An official from the Ministry of Finance (MoF) said that the country’s economy has recovered substantially from the pandemic-induced disruptions and expressed hope that the recovery will be sustained and the growth rate of 3.5% to 4% will be restored in 2021-22.
The Bhutanese economy recorded a growth of negative 10%, which is a 16% drop as compared to a growth of 5% in 2019, as per the national account statistics 2021.
According to the report, Bhutan’s Gross Domestic Product (GDP) dropped to Nu 171.57bn from Nu 178.56bn in 2019, which is a contraction of Nu 6.99bn. Similarly, the Gross National Income (GNI) of the economy contracted by 7.23%, a drop of 13%.
The country’s economy is import driven and the export of goods has dropped during the pandemic. Almost Nu 48bn worth of goods have been imported and export has dropped to almost Nu 28bn in 2020.
“However, indicating that economic activities are happening in the country at the pre-pandemic level, the recovery will be V-shaped,” the official said.
However, local economists opined that the government and overall businesses are facing a tough situation with high inflation.
“The point is that we have seen a K-shaped recovery recently. We mean that there are certain sectors doing well, some remain stressed and others are not able to come back to their pre-Covid positions,” another local economist said.
“People relating to IT, technology companies, those who are engaged in E-commerce services, they have shown tremendous growth,” he added.
“But people in stressed sectors like travel, tourism, hospitality, and even the education sector have fared badly despite the fact that online classes have been started but the fact remains it is only catering to limited levels.”
According to the economists, the activity in the largely informal sectors of trade, hotels, and real estate is still significantly below 2019-20 levels. The signal coming through these patterns is that the formal sector is showing signs of recovery but not the informal sector.

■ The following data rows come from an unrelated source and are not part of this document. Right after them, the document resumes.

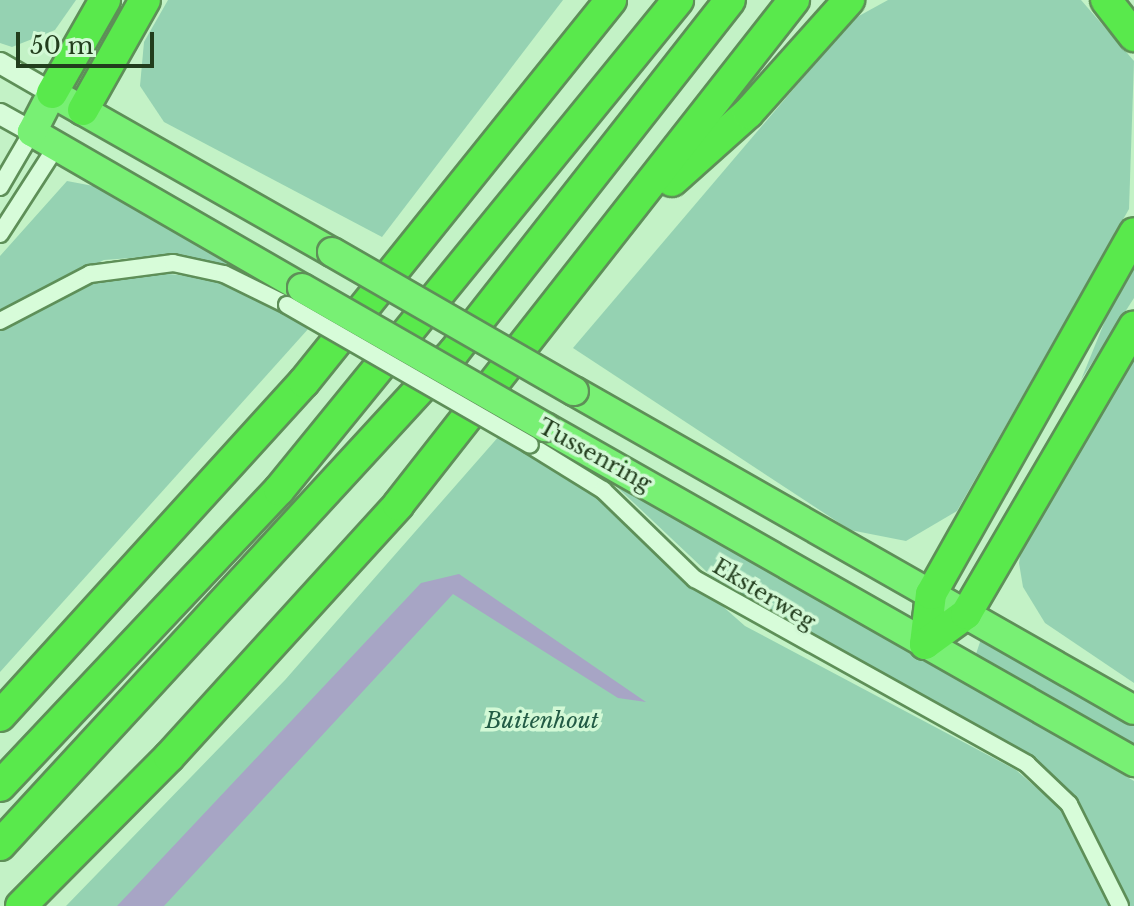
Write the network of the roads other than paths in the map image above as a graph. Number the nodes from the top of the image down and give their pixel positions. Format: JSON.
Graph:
{"nodes":[{"id":1,"x":105,"y":0,"type":"edge"},
{"id":2,"x":145,"y":0,"type":"edge"},
{"id":3,"x":588,"y":0,"type":"edge"},
{"id":4,"x":611,"y":0,"type":"edge"},
{"id":5,"x":678,"y":0,"type":"edge"},
{"id":6,"x":730,"y":0,"type":"edge"},
{"id":7,"x":794,"y":0,"type":"edge"},
{"id":8,"x":849,"y":0,"type":"edge"},
{"id":9,"x":1106,"y":0,"type":"edge"},
{"id":10,"x":1134,"y":36,"type":"edge"},
{"id":11,"x":0,"y":63,"type":"edge"},
{"id":12,"x":52,"y":93,"type":"junction"},
{"id":13,"x":83,"y":110,"type":"junction"},
{"id":14,"x":0,"y":114,"type":"edge"},
{"id":15,"x":44,"y":139,"type":"junction"},
{"id":16,"x":469,"y":185,"type":"junction"},
{"id":17,"x":0,"y":187,"type":"edge"},
{"id":18,"x":614,"y":233,"type":"junction"},
{"id":19,"x":1134,"y":233,"type":"edge"},
{"id":20,"x":0,"y":234,"type":"edge"},
{"id":21,"x":295,"y":296,"type":"junction"},
{"id":22,"x":0,"y":321,"type":"edge"},
{"id":23,"x":1134,"y":326,"type":"edge"},
{"id":24,"x":537,"y":436,"type":"junction"},
{"id":25,"x":931,"y":594,"type":"junction"},
{"id":26,"x":966,"y":614,"type":"junction"},
{"id":27,"x":925,"y":644,"type":"junction"},
{"id":28,"x":1134,"y":710,"type":"edge"},
{"id":29,"x":0,"y":716,"type":"edge"},
{"id":30,"x":1134,"y":762,"type":"edge"},
{"id":31,"x":0,"y":786,"type":"edge"},
{"id":32,"x":0,"y":845,"type":"edge"},
{"id":33,"x":21,"y":906,"type":"edge"},
{"id":34,"x":1120,"y":906,"type":"edge"}],
"edges":[{"from":1,"to":12,"type":"highway"},
{"from":2,"to":13,"type":"highway"},
{"from":3,"to":16,"type":"highway"},
{"from":4,"to":16,"type":"highway"},
{"from":5,"to":31,"type":"highway"},
{"from":6,"to":32,"type":"highway"},
{"from":7,"to":18,"type":"highway"},
{"from":8,"to":18,"type":"highway"},
{"from":9,"to":10,"type":"highway"},
{"from":11,"to":12,"type":"street"},
{"from":12,"to":13,"type":"highway","name":"Tussenring"},
{"from":12,"to":15,"type":"highway"},
{"from":13,"to":15,"type":"highway"},
{"from":13,"to":25,"type":"highway","name":"Tussenring","bridge":true},
{"from":14,"to":15,"type":"street"},
{"from":15,"to":17,"type":"street"},
{"from":15,"to":20,"type":"street"},
{"from":15,"to":21,"type":"highway","name":"Tussenring"},
{"from":16,"to":29,"type":"highway"},
{"from":18,"to":33,"type":"highway"},
{"from":19,"to":25,"type":"highway"},
{"from":21,"to":22,"type":"street"},
{"from":21,"to":24,"type":"highway","name":"Tussenring","bridge":true},
{"from":23,"to":26,"type":"highway"},
{"from":24,"to":27,"type":"highway","name":"Tussenring"},
{"from":24,"to":34,"type":"street","name":"Eksterweg"},
{"from":25,"to":26,"type":"highway","name":"Tussenring"},
{"from":25,"to":27,"type":"highway"},
{"from":26,"to":27,"type":"highway"},
{"from":26,"to":28,"type":"highway","name":"Tussenring"},
{"from":27,"to":30,"type":"highway","name":"Tussenring"}]}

Regarding the rising inflationary trends, Dr. Damber S Kharka said inflation is a concern in every country, and it would be hard for India to be an exception.
The prices of consumer goods and services rose 5.95% in the month of May compared to the same month of the previous year. Food prices went up by 3.52% during the same period, while non-food recorded a higher increase at 8.05%.
However, non-food contributed to 71% of the total increase in May, while food accounted for 29% of the inflation. The transport sector continues to be the main driver with a 15.46% increase, followed by clothing at a 7.80% increase.